# ATI Radeon HD 6250 1366x768 resolution problem  with 8.2-RELEASE



## gabrielmarchi (Sep 27, 2011)

I'm running the 8.2-RELEASE in my laptop with ATI Radeon HD 6250 graphics. But it's not working is the resolution 1366x768. I did X -configure, then edited to set default to 1366x768 with vesa driver.
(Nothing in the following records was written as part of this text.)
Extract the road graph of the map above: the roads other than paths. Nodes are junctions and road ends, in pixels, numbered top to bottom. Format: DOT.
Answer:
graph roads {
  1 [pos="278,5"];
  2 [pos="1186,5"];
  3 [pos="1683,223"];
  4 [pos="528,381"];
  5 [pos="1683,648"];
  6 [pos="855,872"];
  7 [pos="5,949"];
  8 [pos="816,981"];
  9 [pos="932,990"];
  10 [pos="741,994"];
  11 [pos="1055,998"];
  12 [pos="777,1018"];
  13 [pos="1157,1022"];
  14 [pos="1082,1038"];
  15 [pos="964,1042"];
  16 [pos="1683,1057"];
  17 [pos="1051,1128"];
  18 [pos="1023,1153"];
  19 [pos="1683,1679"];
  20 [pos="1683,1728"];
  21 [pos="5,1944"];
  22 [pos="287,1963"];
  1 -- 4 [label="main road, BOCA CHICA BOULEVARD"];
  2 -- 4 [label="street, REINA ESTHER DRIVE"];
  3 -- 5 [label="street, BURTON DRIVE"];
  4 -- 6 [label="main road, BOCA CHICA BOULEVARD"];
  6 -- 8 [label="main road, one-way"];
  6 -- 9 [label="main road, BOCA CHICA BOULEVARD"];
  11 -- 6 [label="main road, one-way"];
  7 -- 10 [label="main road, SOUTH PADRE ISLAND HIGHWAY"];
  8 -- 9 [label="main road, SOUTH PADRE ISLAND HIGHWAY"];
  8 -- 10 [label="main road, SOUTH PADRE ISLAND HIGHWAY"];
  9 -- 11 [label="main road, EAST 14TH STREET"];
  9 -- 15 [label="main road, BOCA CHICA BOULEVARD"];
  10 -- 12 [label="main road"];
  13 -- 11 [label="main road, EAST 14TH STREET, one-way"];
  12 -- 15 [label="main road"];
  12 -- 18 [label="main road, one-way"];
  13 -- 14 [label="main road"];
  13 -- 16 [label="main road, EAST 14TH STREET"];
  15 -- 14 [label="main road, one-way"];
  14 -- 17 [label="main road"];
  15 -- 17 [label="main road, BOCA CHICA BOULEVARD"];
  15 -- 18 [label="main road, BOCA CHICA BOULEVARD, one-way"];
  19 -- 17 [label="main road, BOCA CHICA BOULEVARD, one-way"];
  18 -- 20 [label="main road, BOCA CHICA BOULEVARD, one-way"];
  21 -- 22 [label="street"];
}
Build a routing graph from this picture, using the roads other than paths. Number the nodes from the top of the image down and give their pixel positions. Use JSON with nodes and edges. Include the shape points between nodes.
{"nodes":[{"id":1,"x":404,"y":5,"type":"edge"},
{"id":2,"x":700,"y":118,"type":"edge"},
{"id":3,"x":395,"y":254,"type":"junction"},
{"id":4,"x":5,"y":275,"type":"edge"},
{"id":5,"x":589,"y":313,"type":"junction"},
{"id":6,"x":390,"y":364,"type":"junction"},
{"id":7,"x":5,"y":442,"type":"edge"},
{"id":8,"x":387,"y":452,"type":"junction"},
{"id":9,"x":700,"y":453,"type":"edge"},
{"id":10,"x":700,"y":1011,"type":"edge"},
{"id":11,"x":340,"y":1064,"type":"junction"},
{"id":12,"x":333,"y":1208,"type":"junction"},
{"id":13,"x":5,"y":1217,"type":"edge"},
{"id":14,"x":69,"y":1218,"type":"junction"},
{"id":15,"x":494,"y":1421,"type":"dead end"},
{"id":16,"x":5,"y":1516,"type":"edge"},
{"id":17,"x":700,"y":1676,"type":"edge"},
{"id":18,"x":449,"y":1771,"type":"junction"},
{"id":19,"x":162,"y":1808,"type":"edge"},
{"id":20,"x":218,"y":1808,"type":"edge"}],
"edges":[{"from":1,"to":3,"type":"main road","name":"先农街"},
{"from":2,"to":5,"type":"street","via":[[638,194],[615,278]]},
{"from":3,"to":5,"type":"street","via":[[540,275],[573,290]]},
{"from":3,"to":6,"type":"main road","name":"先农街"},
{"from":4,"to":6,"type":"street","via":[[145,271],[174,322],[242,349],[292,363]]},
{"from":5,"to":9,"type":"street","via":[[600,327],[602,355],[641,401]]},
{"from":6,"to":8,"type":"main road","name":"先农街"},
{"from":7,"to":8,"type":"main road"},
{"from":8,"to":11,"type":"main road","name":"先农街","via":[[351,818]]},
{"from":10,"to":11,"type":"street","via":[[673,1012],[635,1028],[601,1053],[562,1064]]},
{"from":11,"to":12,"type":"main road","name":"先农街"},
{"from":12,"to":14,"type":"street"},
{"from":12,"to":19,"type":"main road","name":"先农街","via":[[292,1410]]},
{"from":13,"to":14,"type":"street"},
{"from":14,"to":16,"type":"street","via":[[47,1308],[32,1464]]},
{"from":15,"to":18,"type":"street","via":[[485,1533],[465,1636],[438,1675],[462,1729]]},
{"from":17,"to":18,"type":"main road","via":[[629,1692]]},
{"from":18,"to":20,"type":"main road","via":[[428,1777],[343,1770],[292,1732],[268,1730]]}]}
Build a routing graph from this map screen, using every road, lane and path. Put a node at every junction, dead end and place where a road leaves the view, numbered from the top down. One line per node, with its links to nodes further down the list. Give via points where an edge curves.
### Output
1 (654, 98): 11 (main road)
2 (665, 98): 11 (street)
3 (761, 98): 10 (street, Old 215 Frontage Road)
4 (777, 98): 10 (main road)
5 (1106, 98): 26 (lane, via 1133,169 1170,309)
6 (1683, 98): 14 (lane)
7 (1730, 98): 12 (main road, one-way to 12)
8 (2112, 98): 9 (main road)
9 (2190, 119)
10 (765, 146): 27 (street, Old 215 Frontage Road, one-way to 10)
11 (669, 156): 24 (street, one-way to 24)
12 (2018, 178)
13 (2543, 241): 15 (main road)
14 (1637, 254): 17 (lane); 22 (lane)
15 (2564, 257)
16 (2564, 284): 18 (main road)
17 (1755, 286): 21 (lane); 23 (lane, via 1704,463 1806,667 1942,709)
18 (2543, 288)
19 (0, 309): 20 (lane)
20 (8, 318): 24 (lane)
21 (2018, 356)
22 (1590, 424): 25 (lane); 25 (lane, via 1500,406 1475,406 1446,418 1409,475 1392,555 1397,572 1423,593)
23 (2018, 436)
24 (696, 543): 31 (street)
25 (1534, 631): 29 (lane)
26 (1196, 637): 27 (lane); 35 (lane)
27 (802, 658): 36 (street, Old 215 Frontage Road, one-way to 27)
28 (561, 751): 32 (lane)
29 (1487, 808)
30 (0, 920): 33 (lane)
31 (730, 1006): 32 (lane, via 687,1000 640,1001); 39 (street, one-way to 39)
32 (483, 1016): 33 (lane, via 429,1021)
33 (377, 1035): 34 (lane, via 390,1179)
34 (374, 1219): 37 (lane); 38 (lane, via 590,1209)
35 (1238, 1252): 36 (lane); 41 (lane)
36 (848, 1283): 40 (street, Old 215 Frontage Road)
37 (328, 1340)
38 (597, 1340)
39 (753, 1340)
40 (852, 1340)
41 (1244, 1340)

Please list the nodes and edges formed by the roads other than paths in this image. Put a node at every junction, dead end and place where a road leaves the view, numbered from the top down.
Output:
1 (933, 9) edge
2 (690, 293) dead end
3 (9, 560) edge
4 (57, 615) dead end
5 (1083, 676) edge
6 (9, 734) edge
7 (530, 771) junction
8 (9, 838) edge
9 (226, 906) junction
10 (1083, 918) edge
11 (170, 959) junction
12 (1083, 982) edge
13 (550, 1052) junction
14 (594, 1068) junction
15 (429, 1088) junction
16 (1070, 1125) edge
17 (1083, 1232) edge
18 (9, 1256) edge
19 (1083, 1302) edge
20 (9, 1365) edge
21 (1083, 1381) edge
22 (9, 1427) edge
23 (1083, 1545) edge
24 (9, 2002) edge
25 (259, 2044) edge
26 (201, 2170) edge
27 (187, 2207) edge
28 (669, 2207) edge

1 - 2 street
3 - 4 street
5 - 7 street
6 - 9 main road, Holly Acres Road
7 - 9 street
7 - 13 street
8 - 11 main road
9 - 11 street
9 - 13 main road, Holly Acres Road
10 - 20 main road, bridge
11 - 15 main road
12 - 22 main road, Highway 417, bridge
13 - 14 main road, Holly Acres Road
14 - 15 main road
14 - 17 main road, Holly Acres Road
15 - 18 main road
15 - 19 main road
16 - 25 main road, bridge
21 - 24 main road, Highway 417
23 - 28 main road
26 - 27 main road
It always back to default to 1024x768. Somebody can I help?

Thanks


----------



## wblock@ (Sep 27, 2011)

Standard VESA only supports modes up to 1280x1024.  Higher modes are up to the vendor, and many don't bother.  VESA BIOS Extensions


----------



## gabrielmarchi (Sep 27, 2011)

So, what I can doing to running the resolution native (1366x768)?

Thanks


----------



## adamk (Sep 28, 2011)

If the vendor didn't include 1366x768 in the list of modes in your video cards BIOS, there's really nothing you can do except wait for the radeon driver to support your video card on FreeBSD.

Adam


----------



## wblock@ (Sep 28, 2011)

Well, you can run a different OS on the machine, and run FreeBSD as a VM.  Should be able to get full-screen in native resolution.  Not saying it's optimal, but it might be better than vesa.


----------